About the only thing I didn't do was the painting of the siding. I hired a guy who sprayed it.
Thanks for looking.


----------



## Rob (Oct 31, 2006)

*The after pics...*


----------



## Rob (Oct 31, 2006)

These are some after shots of the exterior...


----------



## TexasTimbers (Oct 17, 2006)

Looks a mite better Rob. :thumbsup:


----------



## Nathan (Aug 17, 2006)

Wow, what a difference! I really like the paint (says the painter )


----------



## Burlkraft (Oct 15, 2006)

Nice Job...:yes: :yes: 

I really like those cabinets...


----------



## jpw23 (Jan 6, 2007)

Good lookin' work!!!


----------



## dc123 (Jan 14, 2007)

*Nice Work*

man I just love the those cabinets.


----------



## BULLHART (Oct 30, 2006)

Looks great. Some of those registers just have to pop up right in the way...lol


----------



## Rob (Oct 31, 2006)

Thanks for the comments. The best part of a job like this is when you have the kind of HO's these folks were. You really want to go the extra mile for them. They really appreciated all the attention to detail.
The next phase is the gutting of the upstairs bathroom. They purchased an old clawfoot tub which has to be carried up 2 flights. 
How do you say "Be careful boys" in Spanish?


----------



## Daren (Oct 14, 2006)

Rob said:


> They purchased an old clawfoot tub which has to be carried up 2 flights.


I don't envy you there :no:. I have taken more old ones out than put in, so it was "downhill" . Either way it's quite a chore.
I have seen a hole cut in the side of the house on the second floor before and the tub lifted in with a big forklift. The house was being resided anyway, sure beat dragging it up the stairs.


----------



## C&D Woodcraft (Dec 1, 2006)

So the HO didn't care for the old yellow counter tops? What were they thinking?
I love the new cabinets, I assume you built them? Looks like a wood counter top too, how did you finish that?
:thumbsup: 

--Darrell


----------



## Rob (Oct 31, 2006)

Just about everything you see was made by moi. The cab door panels are actually a raised panel but with the proud portion on the inside. It is called a Shaker style door.
They wanted everything taken back up to the original 10' ceiling height, so all cabs go to the ceiling. Hard to get to but plenty of storage for a small space. Installed a tin ceiling and trimmed with oak crown (bought that).
The farm sink was a bit of a challenge. They don't suggest surrounding it with laminate but the HO's didn't want to spend their money on high-priced tops, so I used laminate and surrounded it with white oak. It was stained and coated with poly. I was pleased with the results.
On either side of the stove are 2 pieces of black slate.

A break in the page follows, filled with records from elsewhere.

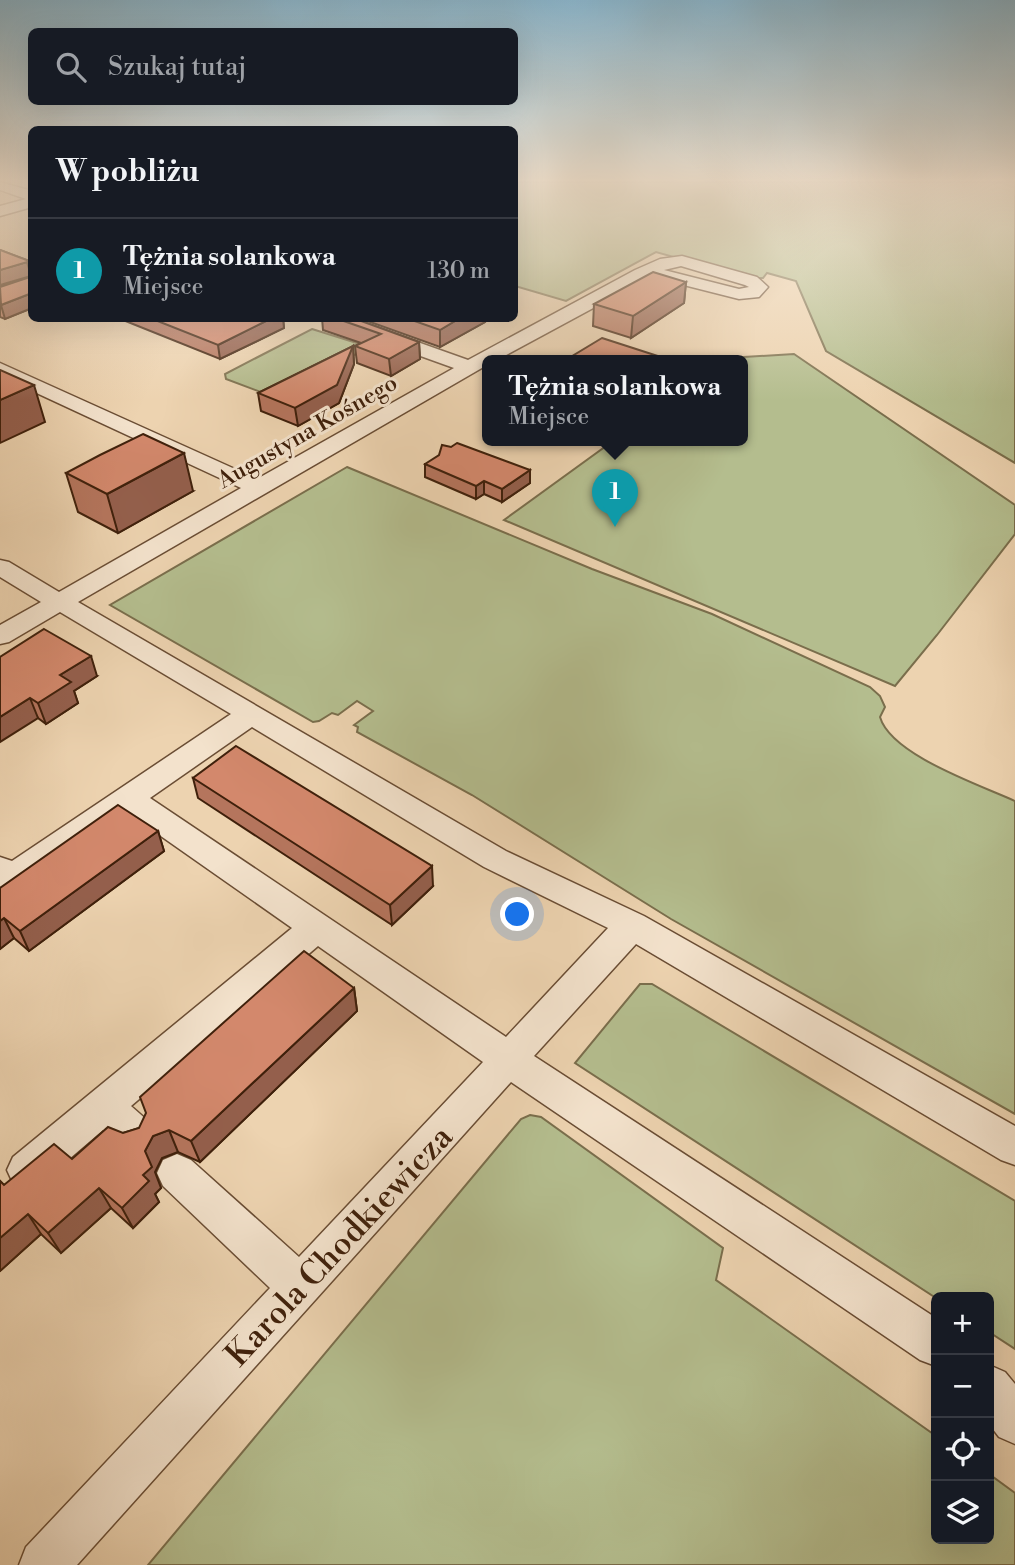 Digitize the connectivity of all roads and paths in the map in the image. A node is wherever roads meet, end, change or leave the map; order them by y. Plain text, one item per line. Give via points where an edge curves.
1 (641, 274) junction
2 (343, 322) edge
3 (491, 355) edge
4 (482, 360) edge
5 (469, 367) junction
6 (0, 369) edge
7 (260, 489) junction
8 (0, 567) edge
9 (59, 602) junction
10 (0, 636) edge
11 (252, 714) junction
12 (128, 798) junction
13 (0, 870) edge
14 (632, 925) junction
15 (317, 927) junction
16 (510, 1059) junction
17 (104, 1105) junction
18 (134, 1134) edge
19 (1015, 1147) edge
20 (27, 1170) edge
21 (177, 1173) dead end
22 (300, 1287) junction
23 (931, 1341) edge
24 (994, 1394) edge
25 (1015, 1421) edge
26 (44, 1565) edge

1 - 1 street, Augustyna Kośnego via 656,273 739,294 753,293 759,287 682,261 666,262
1 - 3 street, Augustyna Kośnego
2 - 5 street
4 - 5 street, Augustyna Kośnego
5 - 7 street, Augustyna Kośnego
6 - 7 street via 19,387
7 - 9 street, Augustyna Kośnego
8 - 9 street
9 - 10 street, Augustyna Kośnego
9 - 11 street
11 - 12 street
11 - 14 street via 495,859
12 - 13 street via 10,878
12 - 15 street
14 - 16 street, Karola Chodkiewicza
14 - 19 street
15 - 16 street
15 - 17 street
16 - 22 street, Karola Chodkiewicza
16 - 23 street
17 - 18 street
17 - 20 street
21 - 22 street
22 - 26 street, Karola Chodkiewicza
24 - 25 street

That was a little ironic. I wrote 3 companies dealing with slate for a quote and only got 1 reply. They were actually located in Monson, Maine. It was kinda on my way back from a northern Maine camping trip, so I got a tour of the place and met some nice folks. Got a little history of their 2 slabs of slate.


----------



## Rob (Oct 31, 2006)

I guess you can't edit to add a pic...


----------



## jodiemeglio (Jan 2, 2007)

Rob said:


> The next phase is the gutting of the upstairs bathroom. They purchased an old clawfoot tub which has to be carried up 2 flights.
> How do you say "Be careful boys" in Spanish?


Yuck! I've only had to take them out and I broke them into pieces with the sledgehammer first.


----------



## coffeetime (Dec 28, 2006)

Love the counter, showed my daughter and she wants one. Would you be willing to say how much lower the counter top is then the wood trim? Or is this a trade secret...

Mike


----------



## Rob (Oct 31, 2006)

Coffee, 
Not sure I understand the question. The counter top is even with the oak trim. What am I missing?
No trade secrets with me.


----------



## coffeetime (Dec 28, 2006)

Okay, Now you say that, I can see it that way. Guess thats what happens when you avoid going to the eye doc for a few years. Thanks

Mike


----------



## Shaftoe (Feb 12, 2007)

Where did you get the H-Hinges? They look pretty sharp.


----------



## Rob (Oct 31, 2006)

I use these folks quite often. Prices are good and the service is excellent.
http://www.thehardwarehut.com/catalog-product.php?p_ref=1282


----------



## kingsix (Mar 8, 2007)

Wow, the cabinets are great!


----------